9 janvier 2026, dernière matinée de FerMUN. Dans la salle XI, les délégués du comité de l’intelligence artificielle débattent de deux sujets : la protection des travailleurs numériques, et l’encadrement de l’IA pour la justice sociale. L’IA est l’un des comités les plus divisés, avec des groupes de délégués s’opposant à d’autres à chaque occasion. Comment cela se fait-il ?

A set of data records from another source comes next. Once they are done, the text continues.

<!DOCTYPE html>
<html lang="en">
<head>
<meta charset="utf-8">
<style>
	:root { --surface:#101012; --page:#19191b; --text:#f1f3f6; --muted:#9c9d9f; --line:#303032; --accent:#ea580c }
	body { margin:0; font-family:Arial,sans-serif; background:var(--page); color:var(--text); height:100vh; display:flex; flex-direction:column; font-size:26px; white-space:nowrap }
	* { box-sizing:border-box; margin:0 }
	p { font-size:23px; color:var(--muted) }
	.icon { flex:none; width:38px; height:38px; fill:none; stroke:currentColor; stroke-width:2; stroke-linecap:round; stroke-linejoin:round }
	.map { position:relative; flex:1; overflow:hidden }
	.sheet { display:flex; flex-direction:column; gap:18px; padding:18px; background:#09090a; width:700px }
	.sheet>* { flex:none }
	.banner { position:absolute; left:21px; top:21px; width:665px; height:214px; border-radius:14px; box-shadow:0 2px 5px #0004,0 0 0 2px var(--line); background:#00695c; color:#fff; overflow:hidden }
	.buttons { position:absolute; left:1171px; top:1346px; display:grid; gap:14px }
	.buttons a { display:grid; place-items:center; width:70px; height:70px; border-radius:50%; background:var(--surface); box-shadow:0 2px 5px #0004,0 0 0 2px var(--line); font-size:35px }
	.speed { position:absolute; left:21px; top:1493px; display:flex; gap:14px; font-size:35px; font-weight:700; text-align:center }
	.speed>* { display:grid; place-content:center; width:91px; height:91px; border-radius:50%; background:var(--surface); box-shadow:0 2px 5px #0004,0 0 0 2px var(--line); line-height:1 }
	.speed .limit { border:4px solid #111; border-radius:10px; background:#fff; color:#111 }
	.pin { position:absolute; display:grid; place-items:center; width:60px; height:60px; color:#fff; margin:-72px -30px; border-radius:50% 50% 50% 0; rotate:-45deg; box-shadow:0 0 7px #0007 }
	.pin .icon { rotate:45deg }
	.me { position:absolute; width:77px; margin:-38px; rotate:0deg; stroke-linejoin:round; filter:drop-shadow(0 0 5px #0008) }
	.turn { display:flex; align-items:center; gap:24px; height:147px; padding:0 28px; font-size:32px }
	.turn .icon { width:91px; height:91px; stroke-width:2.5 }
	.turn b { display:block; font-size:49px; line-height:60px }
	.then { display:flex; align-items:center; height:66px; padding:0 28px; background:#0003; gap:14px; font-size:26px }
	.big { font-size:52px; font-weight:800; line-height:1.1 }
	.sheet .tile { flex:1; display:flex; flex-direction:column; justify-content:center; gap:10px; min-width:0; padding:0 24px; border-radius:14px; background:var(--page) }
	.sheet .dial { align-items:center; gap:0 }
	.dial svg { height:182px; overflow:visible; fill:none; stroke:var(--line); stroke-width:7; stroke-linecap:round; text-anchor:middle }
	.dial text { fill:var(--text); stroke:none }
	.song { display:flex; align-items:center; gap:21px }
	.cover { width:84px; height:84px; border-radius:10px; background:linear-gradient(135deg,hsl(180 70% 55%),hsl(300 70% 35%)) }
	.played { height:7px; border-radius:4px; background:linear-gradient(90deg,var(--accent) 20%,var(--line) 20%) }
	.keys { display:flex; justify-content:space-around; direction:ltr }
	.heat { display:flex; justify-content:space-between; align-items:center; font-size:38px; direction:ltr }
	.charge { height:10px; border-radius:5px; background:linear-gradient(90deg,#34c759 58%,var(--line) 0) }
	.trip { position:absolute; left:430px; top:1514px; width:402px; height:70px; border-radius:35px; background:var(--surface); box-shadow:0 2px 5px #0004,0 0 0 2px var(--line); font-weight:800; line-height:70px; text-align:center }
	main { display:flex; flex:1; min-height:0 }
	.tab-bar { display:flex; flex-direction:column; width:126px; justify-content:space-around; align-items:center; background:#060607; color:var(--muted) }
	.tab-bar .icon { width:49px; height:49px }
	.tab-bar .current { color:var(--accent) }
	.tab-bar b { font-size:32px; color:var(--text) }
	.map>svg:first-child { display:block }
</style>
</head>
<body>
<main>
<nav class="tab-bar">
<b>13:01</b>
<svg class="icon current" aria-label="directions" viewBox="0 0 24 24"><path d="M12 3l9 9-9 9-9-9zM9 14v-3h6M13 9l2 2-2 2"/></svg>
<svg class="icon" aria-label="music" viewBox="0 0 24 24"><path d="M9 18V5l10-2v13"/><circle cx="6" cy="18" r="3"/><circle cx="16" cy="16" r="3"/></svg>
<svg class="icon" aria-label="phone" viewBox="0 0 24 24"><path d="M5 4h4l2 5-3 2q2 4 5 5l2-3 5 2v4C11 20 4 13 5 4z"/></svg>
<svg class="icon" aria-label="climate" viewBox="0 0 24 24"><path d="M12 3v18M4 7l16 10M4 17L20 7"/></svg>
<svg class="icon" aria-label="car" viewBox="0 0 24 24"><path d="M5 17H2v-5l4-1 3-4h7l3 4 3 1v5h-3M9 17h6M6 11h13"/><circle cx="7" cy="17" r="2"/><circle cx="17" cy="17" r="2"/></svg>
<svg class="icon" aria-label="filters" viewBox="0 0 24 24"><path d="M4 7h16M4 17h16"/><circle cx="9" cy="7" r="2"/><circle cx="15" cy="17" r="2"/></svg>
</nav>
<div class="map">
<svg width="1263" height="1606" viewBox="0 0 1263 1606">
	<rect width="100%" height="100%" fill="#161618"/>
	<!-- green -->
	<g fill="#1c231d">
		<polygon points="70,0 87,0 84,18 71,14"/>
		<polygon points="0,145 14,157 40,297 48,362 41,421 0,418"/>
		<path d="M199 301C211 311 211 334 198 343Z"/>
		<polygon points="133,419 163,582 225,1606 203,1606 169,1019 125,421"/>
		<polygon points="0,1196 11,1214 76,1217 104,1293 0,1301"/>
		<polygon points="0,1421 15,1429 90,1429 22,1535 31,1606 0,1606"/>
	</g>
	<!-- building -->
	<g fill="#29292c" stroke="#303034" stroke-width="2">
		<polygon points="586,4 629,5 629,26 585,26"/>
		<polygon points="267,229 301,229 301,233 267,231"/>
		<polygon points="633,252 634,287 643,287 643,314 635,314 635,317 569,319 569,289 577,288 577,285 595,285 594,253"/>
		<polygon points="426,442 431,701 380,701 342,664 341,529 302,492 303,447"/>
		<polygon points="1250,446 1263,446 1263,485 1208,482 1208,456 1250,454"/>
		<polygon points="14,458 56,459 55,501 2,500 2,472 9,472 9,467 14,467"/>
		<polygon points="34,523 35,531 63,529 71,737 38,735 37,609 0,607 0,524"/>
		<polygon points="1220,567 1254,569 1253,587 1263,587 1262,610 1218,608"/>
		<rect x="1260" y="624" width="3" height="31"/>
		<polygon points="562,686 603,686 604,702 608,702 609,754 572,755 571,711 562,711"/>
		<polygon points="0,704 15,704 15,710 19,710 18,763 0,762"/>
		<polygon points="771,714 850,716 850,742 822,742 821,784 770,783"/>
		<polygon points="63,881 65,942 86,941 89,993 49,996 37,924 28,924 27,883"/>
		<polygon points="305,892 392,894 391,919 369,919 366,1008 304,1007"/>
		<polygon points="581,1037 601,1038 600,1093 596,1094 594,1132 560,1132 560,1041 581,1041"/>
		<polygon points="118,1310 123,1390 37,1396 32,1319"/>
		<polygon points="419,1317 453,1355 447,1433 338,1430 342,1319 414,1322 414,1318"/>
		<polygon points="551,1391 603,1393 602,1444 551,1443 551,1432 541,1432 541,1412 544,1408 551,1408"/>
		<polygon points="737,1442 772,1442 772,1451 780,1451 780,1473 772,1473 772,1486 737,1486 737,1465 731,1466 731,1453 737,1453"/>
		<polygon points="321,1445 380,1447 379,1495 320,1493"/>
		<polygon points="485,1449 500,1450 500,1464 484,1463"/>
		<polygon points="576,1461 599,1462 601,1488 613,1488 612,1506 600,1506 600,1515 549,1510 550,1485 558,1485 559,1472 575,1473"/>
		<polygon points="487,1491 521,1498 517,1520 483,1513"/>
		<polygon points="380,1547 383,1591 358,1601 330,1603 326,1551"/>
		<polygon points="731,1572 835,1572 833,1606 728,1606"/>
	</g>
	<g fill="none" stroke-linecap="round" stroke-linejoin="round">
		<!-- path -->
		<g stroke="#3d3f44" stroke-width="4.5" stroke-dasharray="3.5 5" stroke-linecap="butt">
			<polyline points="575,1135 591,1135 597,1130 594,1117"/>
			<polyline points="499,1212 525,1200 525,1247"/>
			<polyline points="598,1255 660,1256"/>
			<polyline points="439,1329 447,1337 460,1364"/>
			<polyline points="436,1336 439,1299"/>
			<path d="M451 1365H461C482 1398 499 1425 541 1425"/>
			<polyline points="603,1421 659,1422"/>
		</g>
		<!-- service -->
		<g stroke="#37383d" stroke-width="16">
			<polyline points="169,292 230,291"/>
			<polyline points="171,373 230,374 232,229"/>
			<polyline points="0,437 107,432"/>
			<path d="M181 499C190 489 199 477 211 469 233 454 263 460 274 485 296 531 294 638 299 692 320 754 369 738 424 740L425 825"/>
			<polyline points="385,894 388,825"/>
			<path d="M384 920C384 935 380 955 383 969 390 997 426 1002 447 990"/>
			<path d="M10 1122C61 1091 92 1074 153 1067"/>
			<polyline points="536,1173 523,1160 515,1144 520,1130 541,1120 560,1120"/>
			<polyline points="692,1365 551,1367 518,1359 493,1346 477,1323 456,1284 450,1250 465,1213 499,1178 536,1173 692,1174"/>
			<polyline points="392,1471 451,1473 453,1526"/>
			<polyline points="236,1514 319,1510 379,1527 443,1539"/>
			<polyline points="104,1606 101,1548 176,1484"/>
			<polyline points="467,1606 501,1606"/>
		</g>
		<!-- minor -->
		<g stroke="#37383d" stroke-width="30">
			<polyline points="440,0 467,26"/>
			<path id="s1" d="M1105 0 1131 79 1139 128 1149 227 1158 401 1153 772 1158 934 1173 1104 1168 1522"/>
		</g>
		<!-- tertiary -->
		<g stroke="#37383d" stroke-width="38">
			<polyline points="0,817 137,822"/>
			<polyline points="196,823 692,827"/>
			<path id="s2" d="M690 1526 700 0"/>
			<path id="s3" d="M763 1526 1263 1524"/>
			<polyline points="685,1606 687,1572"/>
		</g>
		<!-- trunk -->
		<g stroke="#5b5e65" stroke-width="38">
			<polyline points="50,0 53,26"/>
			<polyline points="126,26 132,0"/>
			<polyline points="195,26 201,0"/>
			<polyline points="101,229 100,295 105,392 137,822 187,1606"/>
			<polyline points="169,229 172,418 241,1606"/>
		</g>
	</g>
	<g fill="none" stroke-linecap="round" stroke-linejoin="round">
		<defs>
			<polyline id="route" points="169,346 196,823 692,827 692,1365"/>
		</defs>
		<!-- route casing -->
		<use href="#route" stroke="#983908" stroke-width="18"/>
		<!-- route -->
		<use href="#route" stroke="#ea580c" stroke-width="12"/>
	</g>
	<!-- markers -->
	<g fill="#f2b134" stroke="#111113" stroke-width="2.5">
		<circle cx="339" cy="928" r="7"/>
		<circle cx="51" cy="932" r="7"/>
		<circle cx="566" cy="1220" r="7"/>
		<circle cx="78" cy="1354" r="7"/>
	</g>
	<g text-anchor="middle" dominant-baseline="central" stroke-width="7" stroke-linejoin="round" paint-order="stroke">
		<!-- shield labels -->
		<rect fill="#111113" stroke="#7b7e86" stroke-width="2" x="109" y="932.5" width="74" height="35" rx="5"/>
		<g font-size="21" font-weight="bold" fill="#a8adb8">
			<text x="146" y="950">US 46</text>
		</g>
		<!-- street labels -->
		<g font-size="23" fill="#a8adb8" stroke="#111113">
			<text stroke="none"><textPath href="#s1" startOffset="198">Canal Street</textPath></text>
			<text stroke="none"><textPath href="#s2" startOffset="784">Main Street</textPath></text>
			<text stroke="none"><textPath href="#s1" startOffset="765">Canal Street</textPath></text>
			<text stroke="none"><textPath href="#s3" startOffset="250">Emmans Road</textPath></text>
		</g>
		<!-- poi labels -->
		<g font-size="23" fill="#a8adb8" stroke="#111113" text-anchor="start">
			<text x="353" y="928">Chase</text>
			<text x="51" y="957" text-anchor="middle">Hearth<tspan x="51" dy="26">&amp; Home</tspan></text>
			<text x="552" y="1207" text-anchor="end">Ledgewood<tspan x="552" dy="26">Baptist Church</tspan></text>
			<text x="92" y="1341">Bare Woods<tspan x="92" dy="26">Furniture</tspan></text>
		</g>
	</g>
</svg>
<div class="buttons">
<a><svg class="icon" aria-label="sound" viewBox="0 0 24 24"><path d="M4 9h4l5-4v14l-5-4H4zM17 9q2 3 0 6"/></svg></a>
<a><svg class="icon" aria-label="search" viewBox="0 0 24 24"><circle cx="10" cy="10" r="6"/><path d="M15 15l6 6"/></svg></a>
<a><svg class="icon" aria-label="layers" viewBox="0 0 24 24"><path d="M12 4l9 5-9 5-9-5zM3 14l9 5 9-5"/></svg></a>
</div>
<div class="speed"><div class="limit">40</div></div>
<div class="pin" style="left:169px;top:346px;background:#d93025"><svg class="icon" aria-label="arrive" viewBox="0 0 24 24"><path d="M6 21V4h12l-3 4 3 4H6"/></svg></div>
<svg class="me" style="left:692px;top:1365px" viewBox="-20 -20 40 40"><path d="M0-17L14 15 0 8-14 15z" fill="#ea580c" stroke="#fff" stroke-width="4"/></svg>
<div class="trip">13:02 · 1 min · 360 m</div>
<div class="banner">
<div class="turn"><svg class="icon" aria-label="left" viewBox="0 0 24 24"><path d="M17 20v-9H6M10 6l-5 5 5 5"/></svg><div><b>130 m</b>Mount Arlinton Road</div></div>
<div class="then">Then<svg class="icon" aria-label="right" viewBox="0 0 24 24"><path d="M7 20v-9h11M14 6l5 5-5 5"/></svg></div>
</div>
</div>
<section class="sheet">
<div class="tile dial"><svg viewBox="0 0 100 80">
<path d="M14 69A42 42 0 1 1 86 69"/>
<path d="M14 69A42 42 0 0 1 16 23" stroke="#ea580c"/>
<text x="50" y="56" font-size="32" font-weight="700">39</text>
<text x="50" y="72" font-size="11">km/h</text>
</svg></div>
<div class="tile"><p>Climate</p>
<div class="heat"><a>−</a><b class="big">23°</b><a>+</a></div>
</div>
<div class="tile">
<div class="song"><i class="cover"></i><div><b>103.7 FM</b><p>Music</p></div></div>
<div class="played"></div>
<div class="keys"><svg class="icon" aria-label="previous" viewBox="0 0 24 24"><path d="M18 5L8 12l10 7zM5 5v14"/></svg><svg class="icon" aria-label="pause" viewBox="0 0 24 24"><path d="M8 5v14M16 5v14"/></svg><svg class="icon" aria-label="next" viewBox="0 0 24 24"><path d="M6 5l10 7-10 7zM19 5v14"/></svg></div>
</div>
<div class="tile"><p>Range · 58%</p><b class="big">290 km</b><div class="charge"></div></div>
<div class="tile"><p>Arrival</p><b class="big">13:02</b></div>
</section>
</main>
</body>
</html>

Certaines barrières restent insurmontables
Entre discours, motions et points, une fracture entre pays se dessine dans la salle. Tandis que des alliances se forment et des liens se nouent, il semble que certaines barrières restent insurmontables. La résolution de la Suède a été signée par une majorité de pays en développement ou sous-développé. Celle de l’Espagne s’y oppose car nombreux sont les pays riches parmi les pays co-signataires. La raison? Les pays développés se sont déjà appropriés l’IA afin de s’enrichir et ont donc une vision plus innovatrice et un objectif d’optimisation pour cet outil stratégique. Dans la résolution suédoise, ce même outil est perçu comme un risque systématique pour l’emploi et qui doit nécessairement être encadré par des règles strictes et des contraintes. L’une vise une logique de protection sociale, l’autre souhaite une transition du marché du travail. Bien que ces deux visions semblent être complémentaires, les délégués ont eu du mal à se mettre d’accord. Des débats ont éclaté. Des clauses ont été discutées. Des amendements sont passés. Au cœur des tensions, le gouvernement espagnol se démarque par ses échanges tendus avec d’autres pays. Que ce soit l’Allemagne, le Royaume-Uni, tout le monde recevra ses foudres tant qu’il a quelque chose à dire. Les pays ne se mélangent pas. La seule solidarité existante est celle entre co-signataires.
Une fracture sociale
L’Assemblée est visiblement divisée en deux, créant une fracture sociale. La première résolution débattue, dont le porte-parole est la Suède, est signée par tous les travailleurs. La différence entre les priorités des travailleurs, et celles des gouvernements et employeurs, est frappante. La résolution de la Suède semble privilégier la lutte contre les discriminations, les tensions sociales, les aides aux populations marginalisées et préjudices par l’IA. Quant à la résolution de l’employeur d’Espagne, signée par les gouvernements et employeurs, met en avant l’innovation, le progrès numérique à l’échelle globale. Les différents groupes privilégient leurs propres intérêts. “Le profit n’est pas le premier but de notre société, nous devons penser à nous-même” remarque le travailleur saoudien. Mais qu’entend-il par “nous-mêmes” ? Les employeurs ne pensent-ils pas, eux-aussi, à eux-mêmes ? Le gouvernement de l’Inde, dans son discours en défaveur, a aussi évoqué un “ralentissement de création d’emplois formels”. Cette fracture ne se manifeste pas uniquement lors du vote, mais aussi par des débats enflammés, avec la mention de “soif d’ employeurs pour des progrès techniques” par le travailleur saoudien. On assiste même à une motion de censure par l’employeur de l’Espagne, vis-à-vis du travailleur du Royaume-Uni.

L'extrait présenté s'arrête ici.